Abigail Bush

First Woman to Preside Over a Public Meeting

Abigail Norton Bush was an abolitionist and women’s rights activist who served as president of the second women’s rights convention in Rochester, New York in 1848 immediately following the Seneca Falls Convention, and thus became the first American woman to serve as president of a women’s rights convention.

Early life
Abigail Norton Bush was born in Cambridge, Washington County, New York on March 19, 1810. When she was very young, her family moved to the upstate New York town of Rochester in upstate New York, which was the home of many early social reformers in the early and mid 1800s. In the 1830s, Bush worked for the Rochester Female Charitable Society, an organization devoted to the care of the poor and the ill.

Marriage and Family
In 1833 Abigail Norton married stove manufacturer Henry Bush. Over the next thirteen years, Abigail Bush went through childbirth six times between 1834 and 1846 (two children died in infancy). The family often struggled financially. The Bushes were ardent supporters of the abolitionist movement, and their home became a station on the Underground Railroad.

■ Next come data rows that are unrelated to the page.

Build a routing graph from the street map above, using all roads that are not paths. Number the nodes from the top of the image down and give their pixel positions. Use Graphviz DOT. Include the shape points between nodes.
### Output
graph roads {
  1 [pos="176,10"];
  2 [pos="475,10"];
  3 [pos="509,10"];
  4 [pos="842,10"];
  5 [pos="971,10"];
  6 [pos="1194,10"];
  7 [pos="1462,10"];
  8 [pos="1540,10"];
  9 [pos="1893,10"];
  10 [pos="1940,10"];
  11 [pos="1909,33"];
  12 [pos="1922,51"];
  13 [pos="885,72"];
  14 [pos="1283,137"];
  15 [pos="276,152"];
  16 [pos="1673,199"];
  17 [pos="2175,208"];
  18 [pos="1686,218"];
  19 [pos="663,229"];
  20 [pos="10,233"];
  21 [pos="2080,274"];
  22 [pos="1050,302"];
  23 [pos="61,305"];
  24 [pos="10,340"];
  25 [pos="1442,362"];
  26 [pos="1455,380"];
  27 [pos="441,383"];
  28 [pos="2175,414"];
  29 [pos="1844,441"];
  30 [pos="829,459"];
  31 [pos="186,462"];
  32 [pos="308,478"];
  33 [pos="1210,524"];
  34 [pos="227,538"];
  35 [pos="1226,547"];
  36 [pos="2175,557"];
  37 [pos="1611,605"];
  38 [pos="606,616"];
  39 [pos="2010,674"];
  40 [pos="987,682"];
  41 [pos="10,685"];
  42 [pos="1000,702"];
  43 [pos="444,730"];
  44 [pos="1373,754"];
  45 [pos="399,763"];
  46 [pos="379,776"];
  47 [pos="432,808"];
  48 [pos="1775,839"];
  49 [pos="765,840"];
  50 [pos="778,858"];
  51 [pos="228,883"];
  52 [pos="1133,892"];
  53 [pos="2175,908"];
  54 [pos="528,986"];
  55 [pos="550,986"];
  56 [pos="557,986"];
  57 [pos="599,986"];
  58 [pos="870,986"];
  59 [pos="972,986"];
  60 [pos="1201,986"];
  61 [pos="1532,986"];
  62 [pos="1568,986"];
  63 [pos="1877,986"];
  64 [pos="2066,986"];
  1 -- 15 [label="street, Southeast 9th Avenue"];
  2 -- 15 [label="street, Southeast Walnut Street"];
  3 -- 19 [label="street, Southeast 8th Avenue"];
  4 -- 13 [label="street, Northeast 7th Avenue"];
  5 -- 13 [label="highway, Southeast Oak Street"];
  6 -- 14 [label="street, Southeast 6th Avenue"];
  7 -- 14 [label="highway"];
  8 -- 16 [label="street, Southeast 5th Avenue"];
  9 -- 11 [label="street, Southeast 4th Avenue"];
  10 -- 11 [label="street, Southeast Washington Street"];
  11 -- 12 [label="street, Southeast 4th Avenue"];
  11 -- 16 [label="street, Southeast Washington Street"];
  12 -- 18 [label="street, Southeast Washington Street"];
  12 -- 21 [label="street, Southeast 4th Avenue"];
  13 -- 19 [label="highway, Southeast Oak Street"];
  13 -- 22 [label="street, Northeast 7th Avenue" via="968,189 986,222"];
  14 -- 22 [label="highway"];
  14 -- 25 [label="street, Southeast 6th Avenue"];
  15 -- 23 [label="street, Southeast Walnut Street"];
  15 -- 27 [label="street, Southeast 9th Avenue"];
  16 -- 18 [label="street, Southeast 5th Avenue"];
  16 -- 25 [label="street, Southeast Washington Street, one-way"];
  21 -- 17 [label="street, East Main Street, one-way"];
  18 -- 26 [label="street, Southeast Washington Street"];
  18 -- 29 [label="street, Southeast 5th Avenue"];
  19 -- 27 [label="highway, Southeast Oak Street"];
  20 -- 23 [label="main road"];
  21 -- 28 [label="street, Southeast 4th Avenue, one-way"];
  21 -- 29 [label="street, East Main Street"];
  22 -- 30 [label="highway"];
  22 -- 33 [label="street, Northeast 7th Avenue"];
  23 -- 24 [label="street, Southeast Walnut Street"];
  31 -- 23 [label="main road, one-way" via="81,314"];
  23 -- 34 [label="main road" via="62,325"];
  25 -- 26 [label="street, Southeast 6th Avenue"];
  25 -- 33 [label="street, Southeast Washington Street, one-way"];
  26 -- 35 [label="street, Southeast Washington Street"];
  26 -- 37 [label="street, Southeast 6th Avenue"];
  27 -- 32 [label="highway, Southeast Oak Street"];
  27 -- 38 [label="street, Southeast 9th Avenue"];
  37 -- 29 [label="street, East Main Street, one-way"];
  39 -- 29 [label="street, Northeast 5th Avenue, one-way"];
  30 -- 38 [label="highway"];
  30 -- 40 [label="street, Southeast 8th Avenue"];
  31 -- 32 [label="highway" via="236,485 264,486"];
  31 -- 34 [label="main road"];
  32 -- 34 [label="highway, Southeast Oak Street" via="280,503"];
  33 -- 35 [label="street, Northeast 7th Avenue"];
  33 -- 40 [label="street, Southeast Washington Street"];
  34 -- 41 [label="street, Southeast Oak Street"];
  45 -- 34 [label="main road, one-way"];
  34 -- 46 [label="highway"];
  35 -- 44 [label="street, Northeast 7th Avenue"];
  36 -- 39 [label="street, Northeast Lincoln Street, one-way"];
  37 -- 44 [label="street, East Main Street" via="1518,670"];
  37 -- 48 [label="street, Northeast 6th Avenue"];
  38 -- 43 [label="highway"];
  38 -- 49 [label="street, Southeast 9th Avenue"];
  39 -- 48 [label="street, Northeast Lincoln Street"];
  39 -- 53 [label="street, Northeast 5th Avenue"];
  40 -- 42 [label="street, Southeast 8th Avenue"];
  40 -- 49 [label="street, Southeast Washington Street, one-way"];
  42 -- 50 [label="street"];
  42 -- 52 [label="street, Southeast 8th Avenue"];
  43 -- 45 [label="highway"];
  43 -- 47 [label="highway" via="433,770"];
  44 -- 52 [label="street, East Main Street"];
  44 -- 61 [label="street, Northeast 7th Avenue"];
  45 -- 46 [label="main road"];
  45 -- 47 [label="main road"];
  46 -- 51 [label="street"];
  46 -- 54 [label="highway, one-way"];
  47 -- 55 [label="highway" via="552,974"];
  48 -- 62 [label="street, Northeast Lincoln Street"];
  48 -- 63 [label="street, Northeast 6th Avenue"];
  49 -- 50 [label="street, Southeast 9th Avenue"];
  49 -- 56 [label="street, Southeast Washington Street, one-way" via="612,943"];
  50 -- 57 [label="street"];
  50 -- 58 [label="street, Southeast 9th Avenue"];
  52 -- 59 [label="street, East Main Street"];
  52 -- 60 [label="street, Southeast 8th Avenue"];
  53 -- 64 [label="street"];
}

In a split among abolitionists in 1840, Henry Bush chose to remain with the American Anti-Slavery Society, while Abigail Bush grew more sympathetic to radical reform, and became active in the Western New York Anti-Slavery Society.

Rochester Women’s Rights Convention
The first women’s rights convention was held at Seneca Falls, New York on July 19 and 20, 1848, under the leadership of Elizabeth Cady Stanton [link] and Lucretia Mott. The women attending that convention were urged to hold similar meetings in their own cities.

Bush was not at Seneca Falls, but the representatives from Rochester who did attend were moved to organize a convention of their own. Before leaving Seneca Falls, they convinced Lucretia Mott [link] to stay in New York long enough to be the featured speaker at their convention, as she had been at Seneca Falls.

Back in Rochester an Arrangements Committee met to organize the convention. A nominating committee composed of Amy Post, Rhoda DeGarmo and Sarah Fish met on the evening of August 1, 1848 to select officers for the convention.

On August 2, 1848 – twelve days after Seneca Falls – the second women’s rights convention was held at the Unitarian church in Rochester. Amy Post called the meeting to order and reported on behalf of the committee the following persons to serve as officers: Abigail Bush, president; Laura Murray, vice president; Catharine A. F. Stebbins, Sarah L. Hallowell and Mary H. Hallowell, secretaries.

Women serving as officers? This radical departure from the norm created much controversy – men always presided over public meetings. Bush later recalled that those who opposed her stopped her in the hall, and tried to persuade her to give up her position as president. According to Bush, the group said that James Mott (husband of Lucretia Mott) would be happy to serve in her place. She refused their offer.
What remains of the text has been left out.